Das vergaberechtliche Nachprüfungsverfahren ist nur für den Oberschwellenbereich eröffnet und dieser hängt von der aktuellen Wertgrenzen ab. Somit wird vieles von den geschätzten Kosten für die Bereitstellung der Infrastruktur abhängen. Da § 3 VgV für Liefer- und Dienstleistungen grundsätzlich eine Addition der Auftragswerte pro Los vorzieht, ist mit einem europäischen Vergabeverfahren und einer Überprüfungsmöglichkeit für unterlegene Bieter zu rechnen. Diese Möglichkeit würde jedoch nur den Fall betreffen, in dem sich die Beteiligten eines Vergabeverfahrens um den jeweiligen Zuschlag bemühen.

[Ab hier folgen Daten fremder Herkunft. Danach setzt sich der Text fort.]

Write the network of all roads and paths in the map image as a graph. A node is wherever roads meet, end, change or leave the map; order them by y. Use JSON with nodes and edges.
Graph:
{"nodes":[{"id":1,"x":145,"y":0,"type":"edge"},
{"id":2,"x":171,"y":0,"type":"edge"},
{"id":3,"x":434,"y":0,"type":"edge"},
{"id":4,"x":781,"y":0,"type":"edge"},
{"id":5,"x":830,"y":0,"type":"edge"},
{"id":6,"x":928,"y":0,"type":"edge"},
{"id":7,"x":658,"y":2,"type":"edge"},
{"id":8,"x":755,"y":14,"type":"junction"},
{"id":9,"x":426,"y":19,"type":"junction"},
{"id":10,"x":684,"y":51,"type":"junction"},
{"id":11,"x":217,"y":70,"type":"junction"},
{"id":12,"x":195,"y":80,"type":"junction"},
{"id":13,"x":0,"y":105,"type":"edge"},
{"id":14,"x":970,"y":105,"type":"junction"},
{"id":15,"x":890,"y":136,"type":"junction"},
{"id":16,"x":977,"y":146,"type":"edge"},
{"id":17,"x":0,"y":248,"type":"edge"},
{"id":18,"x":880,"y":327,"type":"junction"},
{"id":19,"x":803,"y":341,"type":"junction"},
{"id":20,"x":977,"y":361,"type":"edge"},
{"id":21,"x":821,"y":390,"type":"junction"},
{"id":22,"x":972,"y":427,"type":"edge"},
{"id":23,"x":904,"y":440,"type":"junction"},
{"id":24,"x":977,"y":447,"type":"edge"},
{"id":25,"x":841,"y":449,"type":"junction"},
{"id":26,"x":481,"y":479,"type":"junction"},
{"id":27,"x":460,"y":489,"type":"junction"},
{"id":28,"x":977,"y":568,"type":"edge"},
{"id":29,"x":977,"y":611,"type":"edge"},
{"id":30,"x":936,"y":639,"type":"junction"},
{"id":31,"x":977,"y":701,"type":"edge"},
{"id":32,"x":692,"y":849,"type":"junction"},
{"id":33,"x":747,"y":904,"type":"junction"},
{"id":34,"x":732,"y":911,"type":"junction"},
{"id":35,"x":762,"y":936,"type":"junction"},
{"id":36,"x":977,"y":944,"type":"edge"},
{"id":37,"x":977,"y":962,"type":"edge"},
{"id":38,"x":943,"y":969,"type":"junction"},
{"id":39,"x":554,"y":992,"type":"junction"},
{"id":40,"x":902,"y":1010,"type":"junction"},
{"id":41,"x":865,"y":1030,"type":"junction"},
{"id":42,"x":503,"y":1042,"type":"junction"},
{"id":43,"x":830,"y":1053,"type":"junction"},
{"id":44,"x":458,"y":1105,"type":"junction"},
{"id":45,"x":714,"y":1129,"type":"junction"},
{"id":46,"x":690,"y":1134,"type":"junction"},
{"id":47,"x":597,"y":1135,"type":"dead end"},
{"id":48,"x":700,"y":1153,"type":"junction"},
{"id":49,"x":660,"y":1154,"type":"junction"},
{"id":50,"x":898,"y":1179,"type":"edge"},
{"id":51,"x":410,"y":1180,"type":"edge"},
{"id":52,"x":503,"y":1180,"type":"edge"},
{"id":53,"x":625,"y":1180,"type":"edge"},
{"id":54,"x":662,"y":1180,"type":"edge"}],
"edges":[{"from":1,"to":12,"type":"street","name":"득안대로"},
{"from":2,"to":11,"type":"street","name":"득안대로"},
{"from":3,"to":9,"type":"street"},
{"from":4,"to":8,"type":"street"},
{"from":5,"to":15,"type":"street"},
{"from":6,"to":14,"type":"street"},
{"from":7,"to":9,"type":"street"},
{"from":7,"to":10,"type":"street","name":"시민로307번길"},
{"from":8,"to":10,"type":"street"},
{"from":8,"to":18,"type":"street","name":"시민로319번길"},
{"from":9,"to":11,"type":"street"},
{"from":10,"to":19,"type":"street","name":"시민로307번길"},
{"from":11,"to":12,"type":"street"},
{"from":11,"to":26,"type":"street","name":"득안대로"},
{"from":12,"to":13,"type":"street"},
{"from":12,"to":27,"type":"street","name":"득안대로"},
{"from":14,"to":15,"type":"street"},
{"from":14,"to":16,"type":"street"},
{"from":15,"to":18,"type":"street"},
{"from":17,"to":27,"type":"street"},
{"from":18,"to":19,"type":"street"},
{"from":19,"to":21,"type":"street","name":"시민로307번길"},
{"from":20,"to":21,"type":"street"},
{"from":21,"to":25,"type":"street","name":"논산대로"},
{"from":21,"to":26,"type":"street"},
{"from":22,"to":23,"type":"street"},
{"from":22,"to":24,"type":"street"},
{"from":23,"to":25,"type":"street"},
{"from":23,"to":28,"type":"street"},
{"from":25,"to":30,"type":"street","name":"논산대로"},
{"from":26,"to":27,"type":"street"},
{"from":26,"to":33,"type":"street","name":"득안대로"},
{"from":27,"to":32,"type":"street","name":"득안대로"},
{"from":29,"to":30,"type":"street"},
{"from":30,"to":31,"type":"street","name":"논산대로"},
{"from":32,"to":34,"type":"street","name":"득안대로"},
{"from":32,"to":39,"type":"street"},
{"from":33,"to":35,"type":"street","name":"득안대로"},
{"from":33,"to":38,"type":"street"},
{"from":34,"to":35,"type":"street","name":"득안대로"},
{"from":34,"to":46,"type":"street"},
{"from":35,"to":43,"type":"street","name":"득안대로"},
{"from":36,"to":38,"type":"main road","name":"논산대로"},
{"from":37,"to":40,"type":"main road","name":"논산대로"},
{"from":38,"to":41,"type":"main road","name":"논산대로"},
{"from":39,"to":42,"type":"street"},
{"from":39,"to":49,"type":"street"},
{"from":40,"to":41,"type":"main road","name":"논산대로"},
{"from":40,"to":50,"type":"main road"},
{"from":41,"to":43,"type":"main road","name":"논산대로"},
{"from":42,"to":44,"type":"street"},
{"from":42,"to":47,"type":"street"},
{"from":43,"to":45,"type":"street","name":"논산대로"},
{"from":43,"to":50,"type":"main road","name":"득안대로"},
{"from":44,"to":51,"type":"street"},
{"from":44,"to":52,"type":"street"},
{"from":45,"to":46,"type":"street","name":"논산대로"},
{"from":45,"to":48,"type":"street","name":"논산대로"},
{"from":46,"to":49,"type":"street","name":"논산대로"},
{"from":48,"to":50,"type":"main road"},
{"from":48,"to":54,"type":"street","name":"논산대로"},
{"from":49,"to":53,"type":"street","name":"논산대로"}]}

Sieht man in dem staatlichen Zuschuss an die privaten Betreiber eine europarechtswidrige Beihilfe, kommen entsprechende Konkurrentenklagen in Betracht. Solche Klagen gegen staatliche Subventionen für Konkurrenten kennt man z.B. von den Fluggesellschaften Condor, Lufthansa und Ryanair. Dies könnte insbesondere für Bestandsanbieter, die sich nicht am Vergabeverfahren beteiligen, relevant werden.
Fazit
Auch wenn viele Fragen momentan offen bleiben, kann das Gesetz ein wichtiger Baustein zur Elektrifizierung des Individualverkehrs werden. Spannend wird insbesondere das Nebeneinander von privaten Anbietern und „staatlichen Superchargern“. Haben Elektrofahrer*innen zukünftig eine größere Auswahl oder blockiert das Gesetz private Investitionen in die Ladeinfrastruktur?